The nine other stories are worthy finalists, and a strong field created by some real rising stars. In no particular order then - There is the hugely poignant ‘Gusul’ (a washing ritual, for the dead), by the Swedish-based Bosnian writer Adnan Mahmutovic - a story I know well, and find more moving each time I meet it. There is the spare and enigmatic writing of Teresa Stenson - whose previous successes include a Bridport prize - in the marvellous ‘Blue Raincoat’, the shortest story here at less than four sides, and one of the most intriguing. There is A J Ashworth’s extraordinary, exciting and memorable ‘Overnight Miracles’, a psychological drama/sci-fi mix about a woman desperate to recover what is lost. There is the harrowing but beautiful ‘The Bedroom’ by Michael Coleman, who seems to have packed a novel’s worth of experience and emotion into a few pages. And David Frankel’s ‘The Place’ with its marvellous voice and vulnerable main character, keeps on intriguing long after it is read.

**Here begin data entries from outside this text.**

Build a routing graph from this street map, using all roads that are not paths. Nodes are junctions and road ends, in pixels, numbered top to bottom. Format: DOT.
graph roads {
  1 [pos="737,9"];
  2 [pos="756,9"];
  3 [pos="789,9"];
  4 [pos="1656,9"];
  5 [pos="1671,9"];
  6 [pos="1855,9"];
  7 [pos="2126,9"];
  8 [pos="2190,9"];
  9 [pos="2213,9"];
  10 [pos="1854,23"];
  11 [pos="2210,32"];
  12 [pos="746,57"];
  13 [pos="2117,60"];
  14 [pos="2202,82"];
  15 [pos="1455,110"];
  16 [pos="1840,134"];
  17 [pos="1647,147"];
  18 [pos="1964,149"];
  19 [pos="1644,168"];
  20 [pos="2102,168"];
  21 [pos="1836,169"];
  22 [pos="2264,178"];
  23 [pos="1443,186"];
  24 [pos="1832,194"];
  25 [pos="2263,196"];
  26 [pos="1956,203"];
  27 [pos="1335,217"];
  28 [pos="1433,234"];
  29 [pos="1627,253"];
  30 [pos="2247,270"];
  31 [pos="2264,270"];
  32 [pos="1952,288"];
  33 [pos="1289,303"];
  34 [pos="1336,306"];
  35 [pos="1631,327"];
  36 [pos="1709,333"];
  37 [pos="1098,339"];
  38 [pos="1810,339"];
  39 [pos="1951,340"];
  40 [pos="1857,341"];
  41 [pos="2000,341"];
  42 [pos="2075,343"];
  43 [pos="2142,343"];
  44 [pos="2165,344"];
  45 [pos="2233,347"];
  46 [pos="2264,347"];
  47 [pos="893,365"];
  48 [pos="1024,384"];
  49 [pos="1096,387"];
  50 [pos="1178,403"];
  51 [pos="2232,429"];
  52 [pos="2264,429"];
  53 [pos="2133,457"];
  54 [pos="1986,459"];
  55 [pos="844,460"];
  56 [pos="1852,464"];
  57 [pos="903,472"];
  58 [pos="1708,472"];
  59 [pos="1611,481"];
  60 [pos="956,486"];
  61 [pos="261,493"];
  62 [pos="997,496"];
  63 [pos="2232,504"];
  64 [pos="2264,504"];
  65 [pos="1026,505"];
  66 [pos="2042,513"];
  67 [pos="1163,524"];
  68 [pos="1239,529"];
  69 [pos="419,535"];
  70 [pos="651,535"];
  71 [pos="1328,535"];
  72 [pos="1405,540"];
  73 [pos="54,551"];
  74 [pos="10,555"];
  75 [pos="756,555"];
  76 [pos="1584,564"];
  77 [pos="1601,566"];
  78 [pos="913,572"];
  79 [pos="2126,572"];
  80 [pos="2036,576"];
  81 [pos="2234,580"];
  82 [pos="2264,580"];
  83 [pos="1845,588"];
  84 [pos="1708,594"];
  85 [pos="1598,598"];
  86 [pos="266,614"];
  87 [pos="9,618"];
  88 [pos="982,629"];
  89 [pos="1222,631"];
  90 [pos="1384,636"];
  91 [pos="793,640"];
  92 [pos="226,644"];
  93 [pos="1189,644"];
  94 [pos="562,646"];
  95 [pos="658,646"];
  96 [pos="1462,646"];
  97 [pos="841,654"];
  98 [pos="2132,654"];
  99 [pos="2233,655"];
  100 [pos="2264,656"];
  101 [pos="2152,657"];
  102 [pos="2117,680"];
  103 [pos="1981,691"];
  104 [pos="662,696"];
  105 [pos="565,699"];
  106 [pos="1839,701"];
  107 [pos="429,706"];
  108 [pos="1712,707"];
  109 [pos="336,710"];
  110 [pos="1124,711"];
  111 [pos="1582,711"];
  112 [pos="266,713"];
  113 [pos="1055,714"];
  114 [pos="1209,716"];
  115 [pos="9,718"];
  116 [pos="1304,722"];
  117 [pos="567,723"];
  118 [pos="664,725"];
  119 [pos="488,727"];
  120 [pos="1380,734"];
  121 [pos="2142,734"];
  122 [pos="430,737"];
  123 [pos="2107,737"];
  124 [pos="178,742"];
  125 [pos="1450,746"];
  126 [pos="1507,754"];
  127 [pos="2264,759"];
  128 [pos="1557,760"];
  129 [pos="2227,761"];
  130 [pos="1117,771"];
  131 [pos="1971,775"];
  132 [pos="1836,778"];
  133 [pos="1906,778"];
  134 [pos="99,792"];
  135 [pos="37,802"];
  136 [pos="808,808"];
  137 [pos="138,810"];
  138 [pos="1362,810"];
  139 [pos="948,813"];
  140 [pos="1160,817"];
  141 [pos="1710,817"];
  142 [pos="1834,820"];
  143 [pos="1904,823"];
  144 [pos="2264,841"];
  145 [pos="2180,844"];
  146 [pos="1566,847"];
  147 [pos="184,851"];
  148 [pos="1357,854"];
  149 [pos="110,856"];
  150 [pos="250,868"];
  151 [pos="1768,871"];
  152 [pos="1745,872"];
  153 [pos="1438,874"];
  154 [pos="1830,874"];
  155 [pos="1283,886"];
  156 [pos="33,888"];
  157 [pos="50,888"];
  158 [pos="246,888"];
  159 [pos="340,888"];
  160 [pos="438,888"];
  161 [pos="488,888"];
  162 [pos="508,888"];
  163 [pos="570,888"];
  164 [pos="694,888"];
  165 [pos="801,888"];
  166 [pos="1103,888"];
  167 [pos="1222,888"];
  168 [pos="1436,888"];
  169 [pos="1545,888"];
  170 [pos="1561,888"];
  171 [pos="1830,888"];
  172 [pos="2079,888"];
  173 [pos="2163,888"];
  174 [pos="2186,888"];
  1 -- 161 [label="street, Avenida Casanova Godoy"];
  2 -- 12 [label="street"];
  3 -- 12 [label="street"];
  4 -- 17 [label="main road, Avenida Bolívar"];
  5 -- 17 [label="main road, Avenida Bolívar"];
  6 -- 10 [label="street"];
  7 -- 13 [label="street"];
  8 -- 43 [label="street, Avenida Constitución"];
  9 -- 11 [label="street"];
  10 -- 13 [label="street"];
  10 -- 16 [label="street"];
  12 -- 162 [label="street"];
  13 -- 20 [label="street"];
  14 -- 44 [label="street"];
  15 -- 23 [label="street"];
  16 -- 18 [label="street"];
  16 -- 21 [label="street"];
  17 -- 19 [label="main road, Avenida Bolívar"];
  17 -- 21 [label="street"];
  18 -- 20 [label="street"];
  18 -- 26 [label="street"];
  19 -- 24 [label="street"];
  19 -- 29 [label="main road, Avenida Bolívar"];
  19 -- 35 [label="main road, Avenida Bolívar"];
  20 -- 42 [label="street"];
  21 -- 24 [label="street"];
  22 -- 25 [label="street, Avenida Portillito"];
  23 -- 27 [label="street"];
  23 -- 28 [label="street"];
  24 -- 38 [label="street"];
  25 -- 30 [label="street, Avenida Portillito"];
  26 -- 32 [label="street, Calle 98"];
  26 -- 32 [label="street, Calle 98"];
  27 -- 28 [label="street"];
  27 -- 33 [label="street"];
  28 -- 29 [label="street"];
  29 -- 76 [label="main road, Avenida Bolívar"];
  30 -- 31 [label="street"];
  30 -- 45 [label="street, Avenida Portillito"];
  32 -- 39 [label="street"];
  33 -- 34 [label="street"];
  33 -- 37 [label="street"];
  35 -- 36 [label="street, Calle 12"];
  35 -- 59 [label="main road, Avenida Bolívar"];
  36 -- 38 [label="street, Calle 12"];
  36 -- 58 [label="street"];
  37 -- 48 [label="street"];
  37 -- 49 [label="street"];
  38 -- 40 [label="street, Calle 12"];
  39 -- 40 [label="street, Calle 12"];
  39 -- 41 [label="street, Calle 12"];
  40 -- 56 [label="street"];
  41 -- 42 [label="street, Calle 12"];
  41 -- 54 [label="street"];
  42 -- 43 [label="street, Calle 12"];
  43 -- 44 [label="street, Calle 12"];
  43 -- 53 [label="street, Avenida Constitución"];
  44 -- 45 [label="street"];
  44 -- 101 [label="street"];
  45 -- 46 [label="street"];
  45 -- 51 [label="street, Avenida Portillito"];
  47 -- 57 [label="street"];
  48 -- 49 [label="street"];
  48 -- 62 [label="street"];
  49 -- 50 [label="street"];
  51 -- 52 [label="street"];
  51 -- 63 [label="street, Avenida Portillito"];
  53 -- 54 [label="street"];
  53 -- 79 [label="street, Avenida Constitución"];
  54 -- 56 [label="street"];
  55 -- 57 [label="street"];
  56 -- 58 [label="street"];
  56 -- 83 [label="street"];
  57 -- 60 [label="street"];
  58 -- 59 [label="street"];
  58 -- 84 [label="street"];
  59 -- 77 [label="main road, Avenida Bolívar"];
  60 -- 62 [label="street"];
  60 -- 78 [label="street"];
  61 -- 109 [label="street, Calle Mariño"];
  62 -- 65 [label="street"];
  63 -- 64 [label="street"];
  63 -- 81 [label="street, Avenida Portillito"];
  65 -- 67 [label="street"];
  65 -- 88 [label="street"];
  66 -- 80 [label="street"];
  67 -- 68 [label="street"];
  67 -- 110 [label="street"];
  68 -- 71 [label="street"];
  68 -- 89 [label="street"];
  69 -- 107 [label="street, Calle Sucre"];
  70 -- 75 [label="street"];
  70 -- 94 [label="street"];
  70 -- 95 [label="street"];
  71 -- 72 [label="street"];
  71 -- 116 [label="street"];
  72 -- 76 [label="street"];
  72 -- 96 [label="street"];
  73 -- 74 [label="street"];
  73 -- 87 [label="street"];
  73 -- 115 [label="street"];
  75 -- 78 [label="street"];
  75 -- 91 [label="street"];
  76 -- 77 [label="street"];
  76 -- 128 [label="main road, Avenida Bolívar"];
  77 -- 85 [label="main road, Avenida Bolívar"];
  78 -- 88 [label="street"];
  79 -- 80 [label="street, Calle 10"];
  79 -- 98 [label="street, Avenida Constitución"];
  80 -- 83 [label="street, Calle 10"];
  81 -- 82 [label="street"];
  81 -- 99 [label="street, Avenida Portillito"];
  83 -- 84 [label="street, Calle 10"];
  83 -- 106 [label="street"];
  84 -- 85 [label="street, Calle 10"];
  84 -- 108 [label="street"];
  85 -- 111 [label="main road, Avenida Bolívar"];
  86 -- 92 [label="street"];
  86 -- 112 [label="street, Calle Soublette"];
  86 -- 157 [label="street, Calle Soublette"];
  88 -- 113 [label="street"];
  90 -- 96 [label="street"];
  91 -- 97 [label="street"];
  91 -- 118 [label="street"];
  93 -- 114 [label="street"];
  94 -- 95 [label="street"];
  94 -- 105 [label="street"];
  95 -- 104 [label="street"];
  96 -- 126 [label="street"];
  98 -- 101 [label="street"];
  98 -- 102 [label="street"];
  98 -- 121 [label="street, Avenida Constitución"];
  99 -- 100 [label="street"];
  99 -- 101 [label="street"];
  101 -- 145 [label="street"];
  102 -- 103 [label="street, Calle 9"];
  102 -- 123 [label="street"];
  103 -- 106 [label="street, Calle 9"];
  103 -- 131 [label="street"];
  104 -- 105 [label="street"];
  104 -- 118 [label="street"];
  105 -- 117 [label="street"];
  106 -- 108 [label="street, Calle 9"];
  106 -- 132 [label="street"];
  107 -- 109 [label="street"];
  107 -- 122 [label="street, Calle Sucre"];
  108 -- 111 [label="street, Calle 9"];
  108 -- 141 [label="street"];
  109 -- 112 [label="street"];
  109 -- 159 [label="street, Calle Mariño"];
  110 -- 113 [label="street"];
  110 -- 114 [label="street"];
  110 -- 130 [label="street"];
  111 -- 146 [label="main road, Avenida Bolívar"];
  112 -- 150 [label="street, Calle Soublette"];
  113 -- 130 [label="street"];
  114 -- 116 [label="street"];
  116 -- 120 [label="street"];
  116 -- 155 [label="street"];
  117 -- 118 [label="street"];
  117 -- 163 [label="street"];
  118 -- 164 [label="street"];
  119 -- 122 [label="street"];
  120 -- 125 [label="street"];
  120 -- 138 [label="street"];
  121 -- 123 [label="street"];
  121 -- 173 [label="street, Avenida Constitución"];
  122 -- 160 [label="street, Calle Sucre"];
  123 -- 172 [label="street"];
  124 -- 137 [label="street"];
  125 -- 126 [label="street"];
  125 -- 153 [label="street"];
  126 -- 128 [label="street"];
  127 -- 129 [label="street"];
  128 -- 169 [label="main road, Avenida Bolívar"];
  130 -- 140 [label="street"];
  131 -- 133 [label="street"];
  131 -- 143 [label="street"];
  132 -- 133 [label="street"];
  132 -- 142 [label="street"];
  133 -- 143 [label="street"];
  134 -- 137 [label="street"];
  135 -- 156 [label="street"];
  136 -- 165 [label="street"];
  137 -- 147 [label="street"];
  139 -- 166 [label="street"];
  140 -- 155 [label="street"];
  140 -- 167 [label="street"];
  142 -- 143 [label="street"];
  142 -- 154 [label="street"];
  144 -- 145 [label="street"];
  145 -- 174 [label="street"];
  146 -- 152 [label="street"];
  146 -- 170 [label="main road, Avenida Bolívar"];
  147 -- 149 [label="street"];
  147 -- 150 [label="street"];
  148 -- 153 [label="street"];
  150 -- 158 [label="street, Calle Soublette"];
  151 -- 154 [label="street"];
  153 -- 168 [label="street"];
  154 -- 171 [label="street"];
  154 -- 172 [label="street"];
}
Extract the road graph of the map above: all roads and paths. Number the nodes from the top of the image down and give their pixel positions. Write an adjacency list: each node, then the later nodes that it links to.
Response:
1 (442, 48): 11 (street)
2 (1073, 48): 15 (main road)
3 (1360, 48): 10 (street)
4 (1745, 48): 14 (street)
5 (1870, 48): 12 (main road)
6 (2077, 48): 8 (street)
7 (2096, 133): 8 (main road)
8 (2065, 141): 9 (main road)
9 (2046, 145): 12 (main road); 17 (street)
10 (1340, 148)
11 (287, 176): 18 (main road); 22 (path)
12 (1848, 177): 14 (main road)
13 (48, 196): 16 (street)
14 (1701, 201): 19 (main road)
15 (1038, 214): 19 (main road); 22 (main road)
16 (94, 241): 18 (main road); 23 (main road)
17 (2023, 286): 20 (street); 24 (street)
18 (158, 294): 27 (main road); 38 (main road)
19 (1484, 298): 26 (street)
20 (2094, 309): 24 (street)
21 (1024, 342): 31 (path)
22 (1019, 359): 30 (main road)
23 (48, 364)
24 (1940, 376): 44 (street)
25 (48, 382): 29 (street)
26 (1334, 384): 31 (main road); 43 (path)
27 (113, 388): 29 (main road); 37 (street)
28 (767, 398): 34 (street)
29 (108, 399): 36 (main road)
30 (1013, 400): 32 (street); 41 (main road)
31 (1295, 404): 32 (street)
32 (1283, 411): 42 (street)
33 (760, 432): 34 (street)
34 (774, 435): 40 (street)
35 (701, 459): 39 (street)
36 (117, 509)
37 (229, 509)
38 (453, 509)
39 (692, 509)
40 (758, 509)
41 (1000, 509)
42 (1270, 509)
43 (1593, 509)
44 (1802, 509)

There is another vulnerable character in Emma Martin’s ‘Victor’ – making this reader wonder if strong beliefs make people easy targets. All these stories are thought provoking – raising questions, asking the careful reader to look again at what seems ordinary. Adrian Sells has a look at the onset of Alzheimer’s in the closely observed and sensitively written ‘Thingummy Wotsit’, and Angela Sherlock’s ‘Set Dance’ is gentle, very well observed, well voiced, and very funny, as it follows two middle-aged Irish farmer brothers to the fair, in search of women. Lastly, and not least, and at almost thirty pages, by far the longest piece of work here: ‘Dancing with the Flag Man’ by Nemone Thornes – a dark coming-of-age piece.
There is indeed something for everyone – this is a very good collection, putting many anthologies in the shade. Highly recommended.